[[ Records for the exercise, beginning ]]

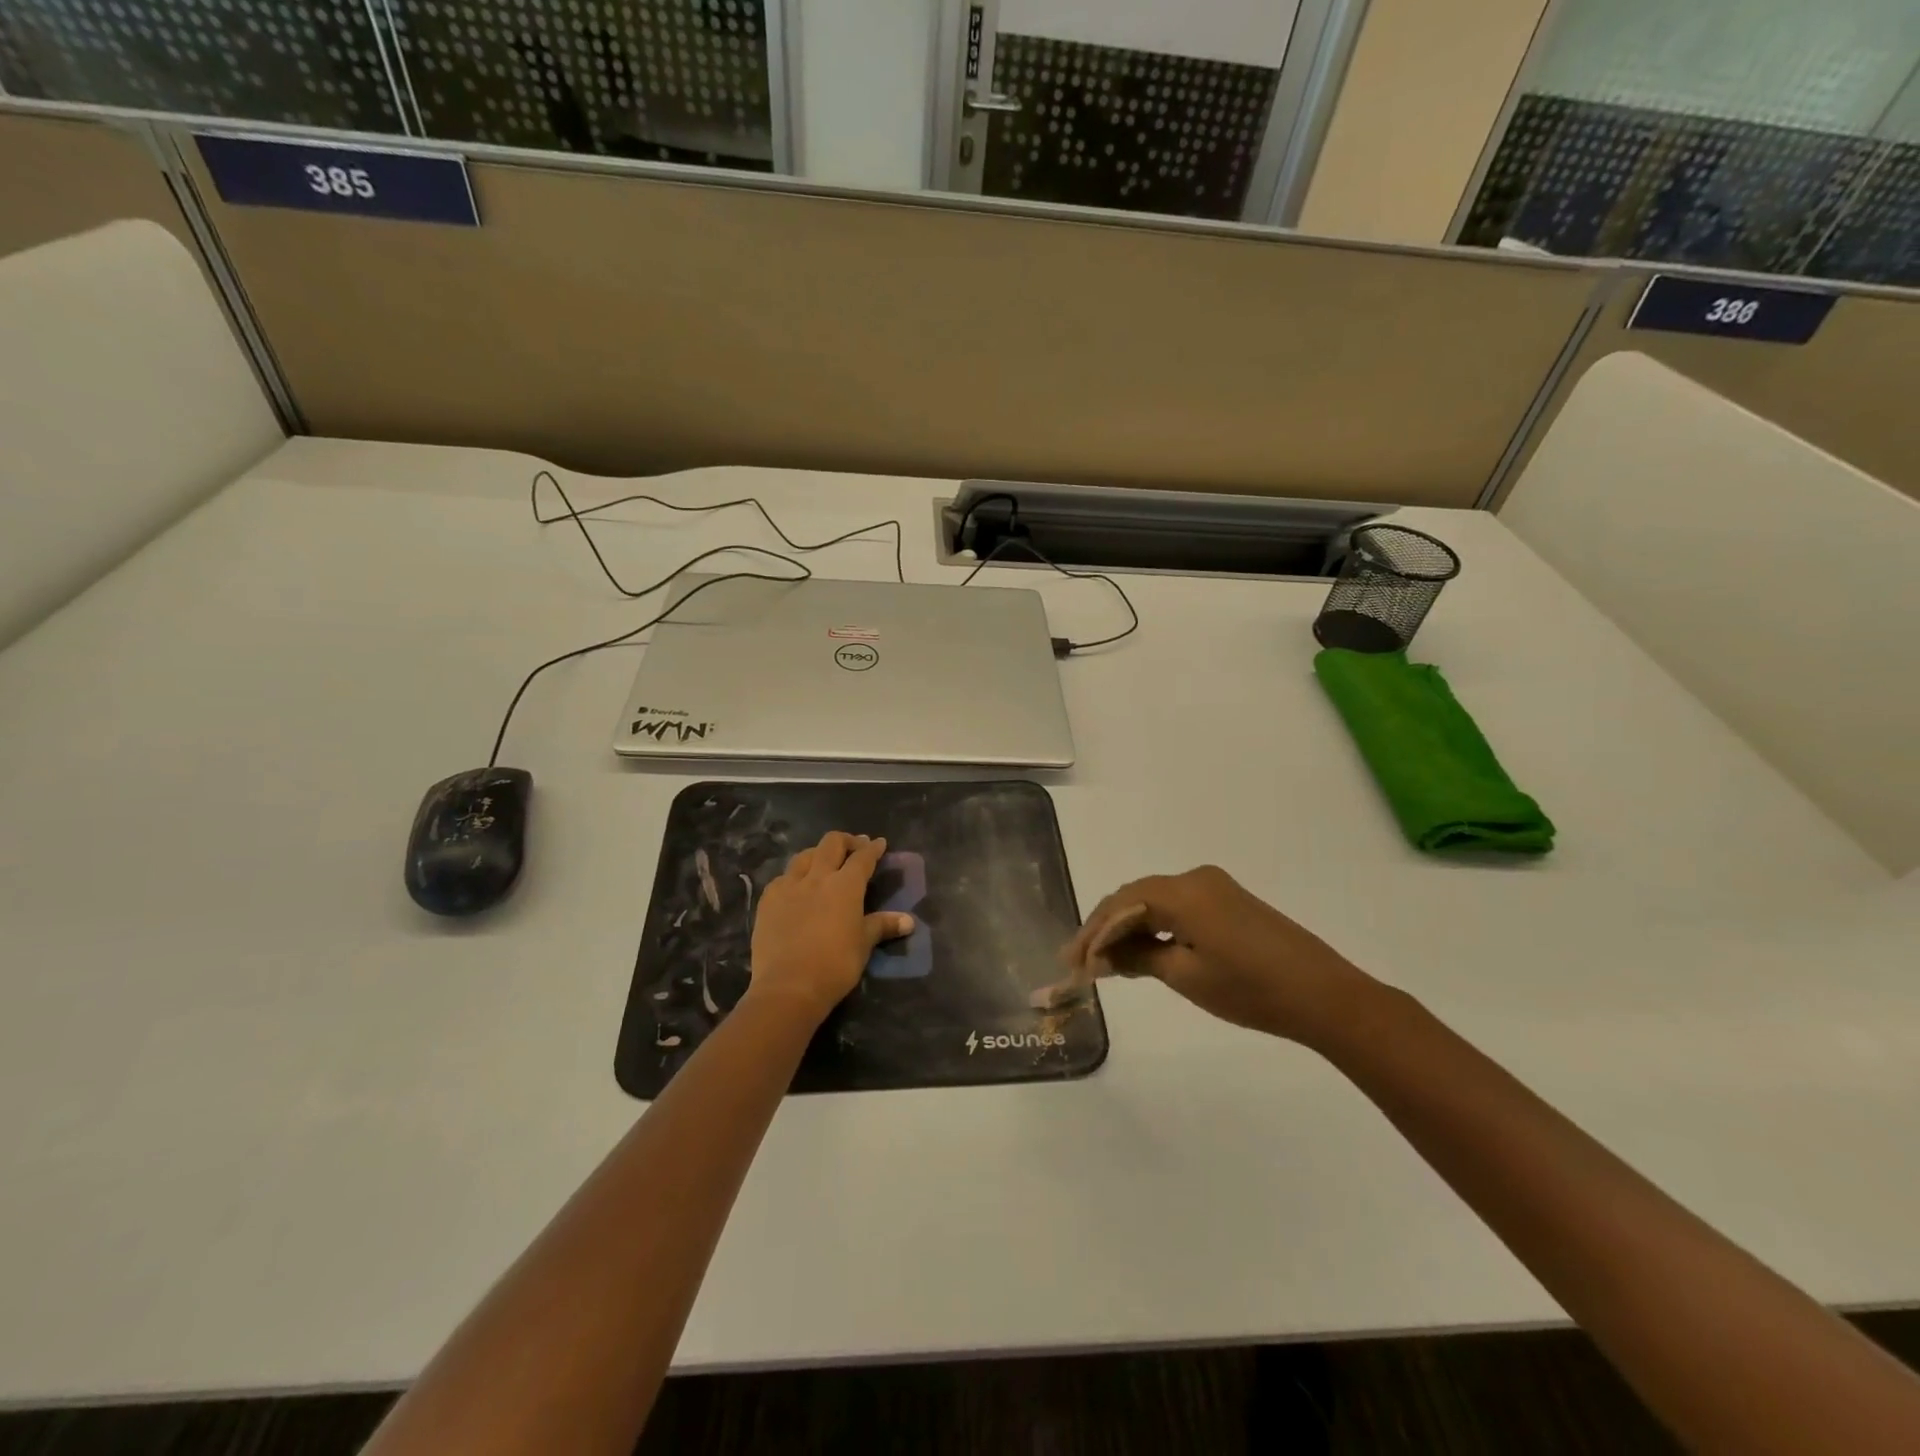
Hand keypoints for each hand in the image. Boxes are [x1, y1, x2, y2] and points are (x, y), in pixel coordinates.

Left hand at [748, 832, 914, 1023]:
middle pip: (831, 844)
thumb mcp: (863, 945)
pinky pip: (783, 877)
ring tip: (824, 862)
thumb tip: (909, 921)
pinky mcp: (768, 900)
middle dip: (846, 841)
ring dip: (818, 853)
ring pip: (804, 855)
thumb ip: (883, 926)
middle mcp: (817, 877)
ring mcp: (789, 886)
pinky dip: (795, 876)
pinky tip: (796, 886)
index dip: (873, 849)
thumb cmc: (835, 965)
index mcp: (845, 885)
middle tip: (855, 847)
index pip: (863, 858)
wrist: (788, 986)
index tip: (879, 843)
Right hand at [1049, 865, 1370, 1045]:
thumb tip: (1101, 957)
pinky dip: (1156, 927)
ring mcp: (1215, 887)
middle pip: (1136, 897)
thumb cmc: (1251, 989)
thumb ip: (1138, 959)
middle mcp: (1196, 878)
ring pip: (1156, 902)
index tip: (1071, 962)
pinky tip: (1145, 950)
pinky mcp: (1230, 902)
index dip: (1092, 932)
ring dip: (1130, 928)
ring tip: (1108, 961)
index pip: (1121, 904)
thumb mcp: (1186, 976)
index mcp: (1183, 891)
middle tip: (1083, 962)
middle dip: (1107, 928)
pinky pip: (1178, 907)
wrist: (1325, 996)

[[ Records for the exercise, end ]]

Hand back all the entries exactly, leaving out the pictures.

Solved problem:
Hand keypoints for each hand in the image. Boxes are [x1, y1, x2, y2] and points are (x, y), in pixel coordinates.

Left hand at [748, 832, 914, 1023]:
middle pip: (831, 844)
thumb mcp: (863, 945)
pinky pip: (783, 877)
ring tip: (824, 862)
thumb tip: (909, 921)
pinky mcp: (768, 900)
middle dip: (846, 841)
ring dip: (818, 853)
ring pip: (804, 855)
thumb ip: (883, 926)
middle mcp: (817, 877)
ring mcp: (789, 886)
pinky dip: (795, 876)
pinky tip: (796, 886)
index dip: (873, 849)
thumb cmc: (835, 965)
index mcp: (845, 885)
middle tip: (855, 847)
index pip: (863, 858)
wrist: (788, 986)
index tip: (879, 843)
Right hand at [1049, 865, 1370, 1045]:
thumb tip: (1101, 957)
pinky dip: (1156, 927)
ring mcp: (1215, 887)
middle pip: (1136, 897)
thumb cmc: (1251, 989)
thumb ip: (1138, 959)
middle mcp: (1196, 878)
ring pip: (1156, 902)
index tip: (1071, 962)
pinky tip: (1145, 950)
pinky mcp: (1230, 902)
index dip: (1092, 932)
ring dip: (1130, 928)
ring tip: (1108, 961)
index pip: (1121, 904)
thumb mcp: (1186, 976)
index mcp: (1183, 891)
middle tip: (1083, 962)
middle dip: (1107, 928)
pinky pip: (1178, 907)
wrist: (1325, 996)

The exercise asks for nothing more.